Con el reloj encima, pues las postulaciones cierran este 8 de junio, el gobierno estatal lanzó una serie de estímulos económicos para emprendedores, jóvenes y empresas. La medida busca detonar el ecosistema tecnológico mexiquense, aunque el reto real será que los fondos lleguen a quienes tienen ideas disruptivas y no se queden en el papeleo burocrático.
A través de la SECTI y el COMECyT, se pusieron sobre la mesa cuatro programas. El más jugoso es el de Vinculación de Empresas con Instituciones Educativas, que puede erogar hasta un millón 300 mil pesos por proyecto, con un esquema de 70 por ciento de subsidio estatal. Para los jóvenes menores de 29 años, el tope es de 200 mil pesos, mientras que el desarrollo de prototipos patentables alcanza los 350 mil pesos.

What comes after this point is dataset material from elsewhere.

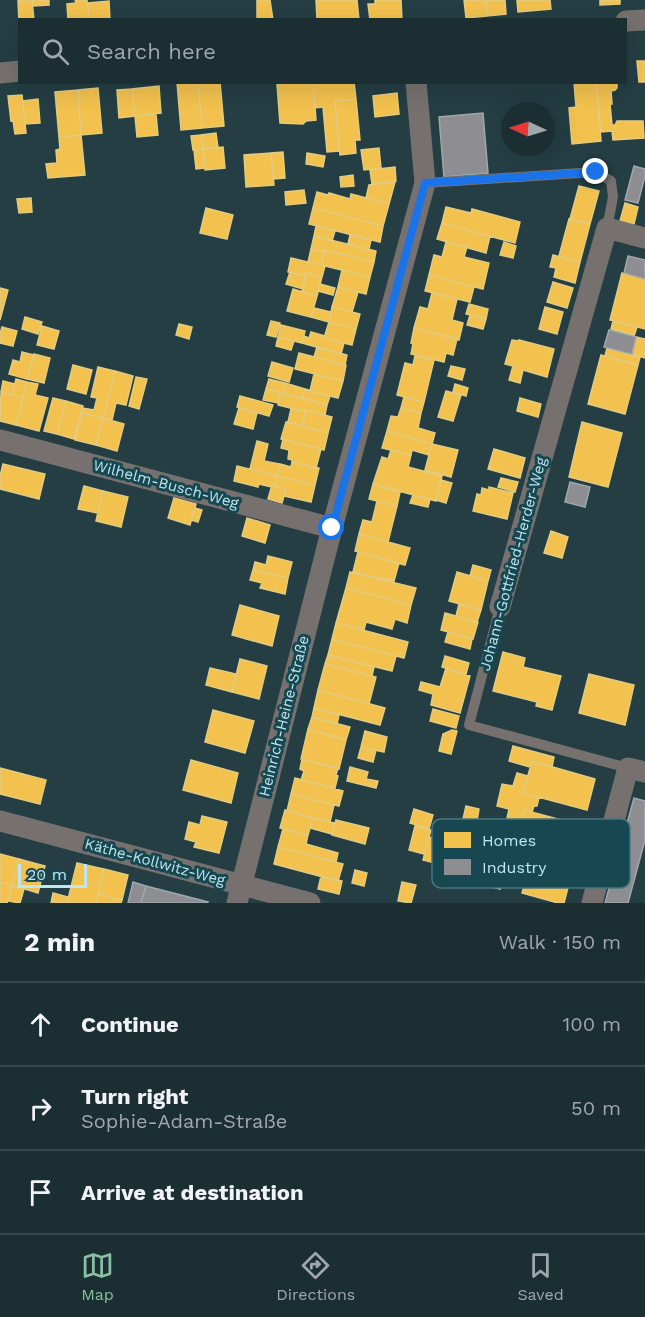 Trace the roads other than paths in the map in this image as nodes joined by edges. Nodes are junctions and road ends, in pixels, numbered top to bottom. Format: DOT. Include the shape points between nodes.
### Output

Además, se subsidiará la contratación de profesionistas para las empresas, cubriendo el 70 por ciento de su salario mensual. Si bien la inyección de recursos es un aliciente necesario para la economía del conocimiento en la entidad, la verdadera prueba de fuego será la agilidad para destrabar los pagos y asegurar que estos recursos transformen las aulas y los talleres en verdaderos laboratorios de desarrollo regional.